Omit every picture, then return each line of the data below exactly.

[Extracted material Boundary: Start]

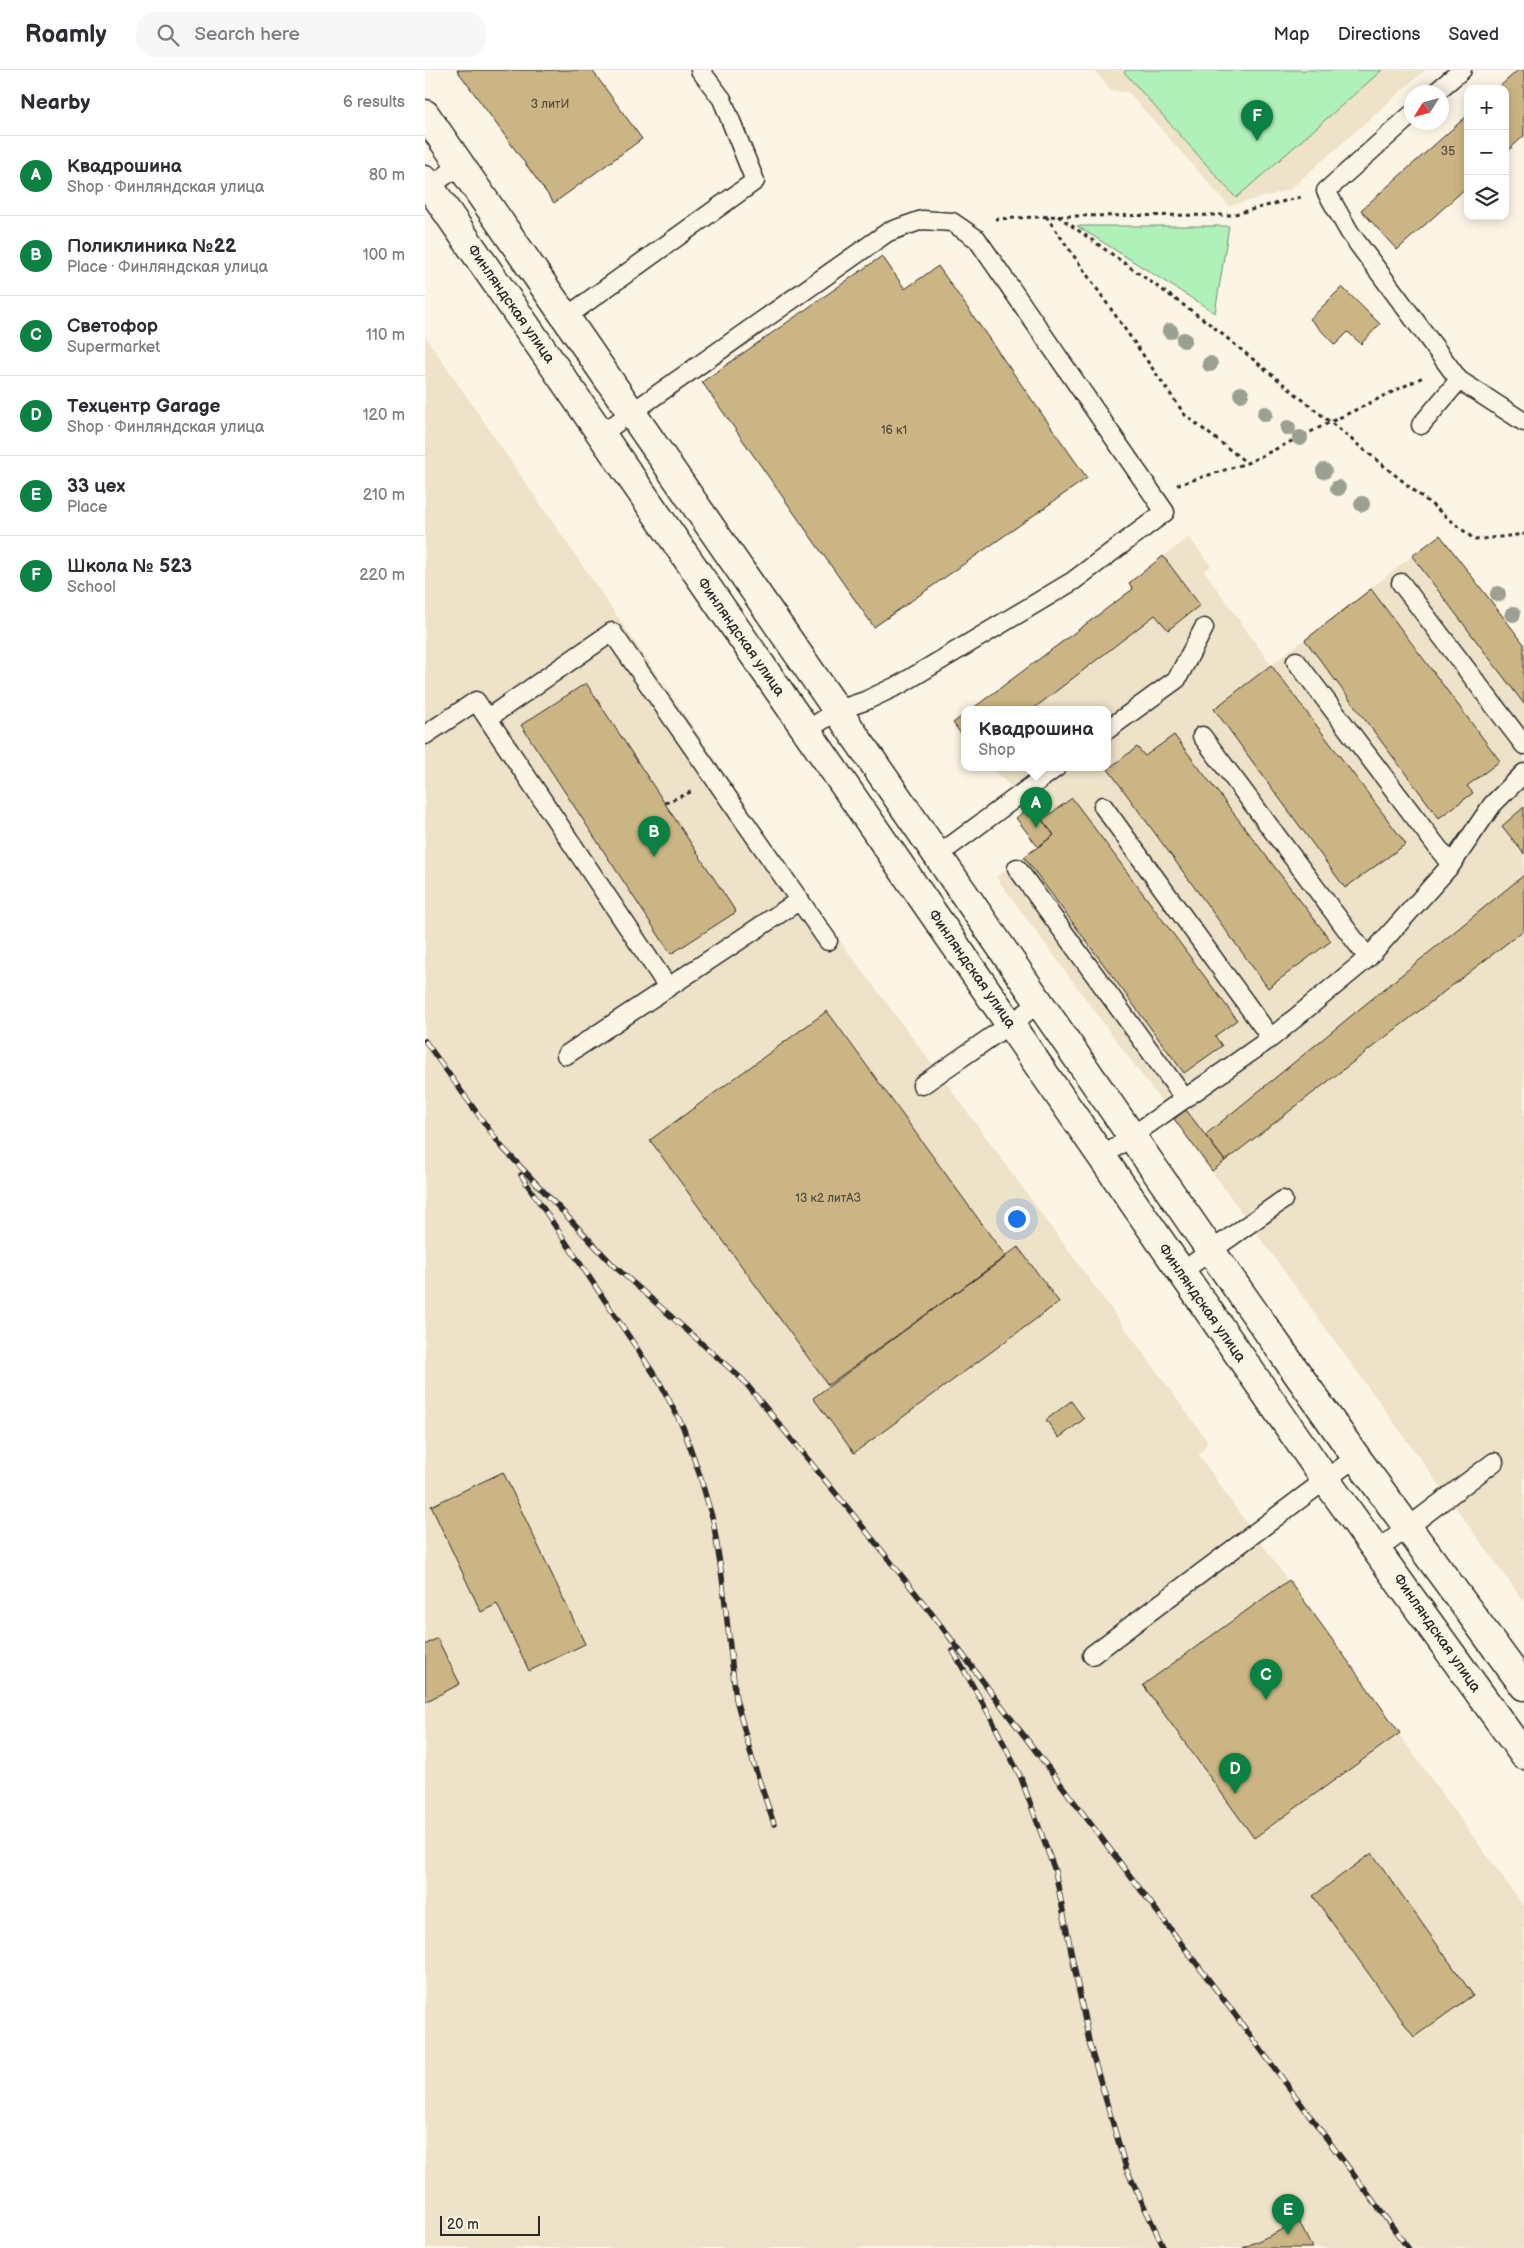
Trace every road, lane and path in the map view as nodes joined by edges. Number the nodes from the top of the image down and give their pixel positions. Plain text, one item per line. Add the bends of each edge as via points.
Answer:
1 (701, 70) edge
2 (1462, 70) edge
3 (1445, 85) edge
4 (425, 114) edge
5 (1404, 121) edge
6 (460, 165) junction
7 (427, 185) edge
8 (1326, 191) junction
9 (1046, 216) junction
10 (1058, 216) junction
11 (952, 222) junction
12 (566, 317) junction
13 (1459, 380) junction
14 (632, 412) junction
15 (1330, 422) junction
16 (1524, 422) edge
17 (1421, 425) dead end
18 (601, 434) junction
19 (1247, 463) junction
20 (1157, 500) junction
21 (1524, 534) edge
22 (1401, 583) dead end
23 (1203, 628) dead end
24 (1296, 661) dead end
25 (838, 710) junction
26 (488, 718) junction
27 (1111, 727) edge
28 (807, 731) junction
29 (425, 735) edge
30 (1202, 736) dead end
31 (1524, 745) edge
32 (1052, 771) edge
33 (1524, 773) edge
34 (685, 794) dead end
35 (665, 803) dead end
36 (1103, 806) dead end
37 (937, 856) junction
38 (1451, 865) junction
39 (1017, 868) dead end
40 (799, 900) junction
41 (828, 941) dead end
42 (1368, 958) junction
43 (668, 988) junction
44 (1040, 1003) junction
45 (1011, 1025) junction
46 (1271, 1038) junction
47 (566, 1055) dead end
48 (922, 1084) dead end
49 (1185, 1099) junction
50 (1132, 1136) junction
51 (1102, 1157) junction
52 (1283, 1200) dead end
53 (1211, 1251) junction
54 (1181, 1272) junction
55 (1356, 1457) junction
56 (1494, 1462) dead end
57 (1325, 1480) junction
58 (1407, 1528) junction
59 (1378, 1550) junction
60 (1092, 1655) dead end
61 (1524, 1686) edge
62 (1524, 1755) edge

1 - 12 lane via 722,99 755,181
2 - 3 lane
4 - 6 street
5 - 8 lane
6 - 7 lane
6 - 12 street
7 - 18 street, Финляндская улица
8 - 10 path via 1231,215
8 - 13 lane via 1350,234
9 - 10 path
9 - 11 path
9 - 19 path via 1185,415
10 - 15 path via 1206,321
11 - 14 lane via 922,220 888,232
11 - 20 lane via 977,239
12 - 14 street
13 - 15 path via 1428,374
13 - 16 lane
13 - 17 lane
14 - 18 lane
14 - 25 street
15 - 19 path
15 - 21 path via 1475,540
18 - 28 street, Финляндская улица
19 - 20 path via 1180,483
20 - 25 lane via 1165,512 1073,581 901,684
22 - 31 lane
23 - 27 lane via 1177,680
24 - 38 lane
25 - 28 lane
25 - 37 street
26 - 29 lane via 476,701
26 - 40 lane via 612,632
26 - 43 lane
28 - 45 street, Финляндская улица
30 - 42 lane
32 - 37 lane
33 - 38 lane via 1492,805
34 - 35 path
36 - 46 lane
37 - 44 street
38 - 42 lane
39 - 49 lane
40 - 41 lane
40 - 43 lane
42 - 46 lane
43 - 47 lane
44 - 45 lane
44 - 50 street
45 - 48 lane
45 - 51 street, Финляндская улица
46 - 49 lane
49 - 50 lane
50 - 51 lane
50 - 53 street
51 - 54 street, Финляндская улица
52 - 53 lane
53 - 54 lane
53 - 55 street
54 - 57 street, Финляндская улица
55 - 57 lane
55 - 58 street
56 - 58 lane
57 - 59 street, Финляндская улица
57 - 60 lane
58 - 59 lane
58 - 61 street
59 - 62 street, Финляндская улица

[Extracted material Boundary: End]

* _Worked solution_:
Trace every road, lane and path in the map view as nodes joined by edges. Number the nodes from the top of the image down and give their pixel positions. Plain text, one item per line. Add the bends of each edge as via points.
Answer:
1 (701, 70) edge
2 (1462, 70) edge
3 (1445, 85) edge
4 (425, 114) edge
5 (1404, 121) edge
6 (460, 165) junction
7 (427, 185) edge
8 (1326, 191) junction
9 (1046, 216) junction
10 (1058, 216) junction
11 (952, 222) junction
12 (566, 317) junction
13 (1459, 380) junction
14 (632, 412) junction
15 (1330, 422) junction
16 (1524, 422) edge
17 (1421, 425) dead end
18 (601, 434) junction
19 (1247, 463) junction
20 (1157, 500) junction
21 (1524, 534) edge
22 (1401, 583) dead end
23 (1203, 628) dead end
24 (1296, 661) dead end
25 (838, 710) junction
26 (488, 718) junction
27 (1111, 727) edge
28 (807, 731) junction
29 (425, 735) edge
30 (1202, 736) dead end
31 (1524, 745) edge
32 (1052, 771) edge
33 (1524, 773) edge
34 (685, 794) dead end
35 (665, 803) dead end
36 (1103, 806) dead end
37 (937, 856) junction
38 (1451, 865) junction
39 (1017, 868) dead end
40 (799, 900) junction
41 (828, 941) dead end
42 (1368, 958) junction
43 (668, 988) junction
44 (1040, 1003) junction
45 (1011, 1025) junction
46 (1271, 1038) junction
47 (566, 1055) dead end
48 (922, 1084) dead end
49 (1185, 1099) junction
50 (1132, 1136) junction
51 (1102, 1157) junction
52 (1283, 1200) dead end
53 (1211, 1251) junction
54 (1181, 1272) junction
55 (1356, 1457) junction
56 (1494, 1462) dead end
57 (1325, 1480) junction
58 (1407, 1528) junction
59 (1378, 1550) junction
60 (1092, 1655) dead end
61 (1524, 1686) edge
62 (1524, 1755) edge

1 - 12 lane via 722,99 755,181
2 - 3 lane
4 - 6 street
5 - 8 lane
6 - 7 lane
6 - 12 street
7 - 18 street, Финляндская улица
8 - 10 path via 1231,215
8 - 13 lane via 1350,234
9 - 10 path
9 - 11 path
9 - 19 path via 1185,415
10 - 15 path via 1206,321
11 - 14 lane via 922,220 888,232
11 - 20 lane via 977,239
12 - 14 street
13 - 15 path via 1428,374
13 - 16 lane
13 - 17 lane
14 - 18 lane
14 - 25 street
15 - 19 path
15 - 21 path via 1475,540
18 - 28 street, Финляндская улица
19 - 20 path via 1180,483
20 - 25 lane via 1165,512 1073,581 901,684
22 - 31 lane
23 - 27 lane via 1177,680
24 - 38 lane
25 - 28 lane
25 - 37 street
26 - 29 lane via 476,701
26 - 40 lane via 612,632
26 - 43 lane
28 - 45 street, Финляндская улица
30 - 42 lane
32 - 37 lane
33 - 38 lane via 1492,805
34 - 35 path
36 - 46 lane
37 - 44 street
38 - 42 lane
39 - 49 lane
40 - 41 lane
40 - 43 lane
42 - 46 lane
43 - 47 lane
44 - 45 lane
44 - 50 street
45 - 48 lane
45 - 51 street, Финляндская улица
46 - 49 lane
49 - 50 lane
50 - 51 lane
50 - 53 street
51 - 54 street, Финляндская улица
52 - 53 lane
53 - 54 lane
53 - 55 street
54 - 57 street, Финляндская улица
55 - 57 lane
55 - 58 street
56 - 58 lane
57 - 59 street, Финляндская улица
57 - 60 lane
58 - 59 lane
58 - 61 street
59 - 62 street, Финляндская улица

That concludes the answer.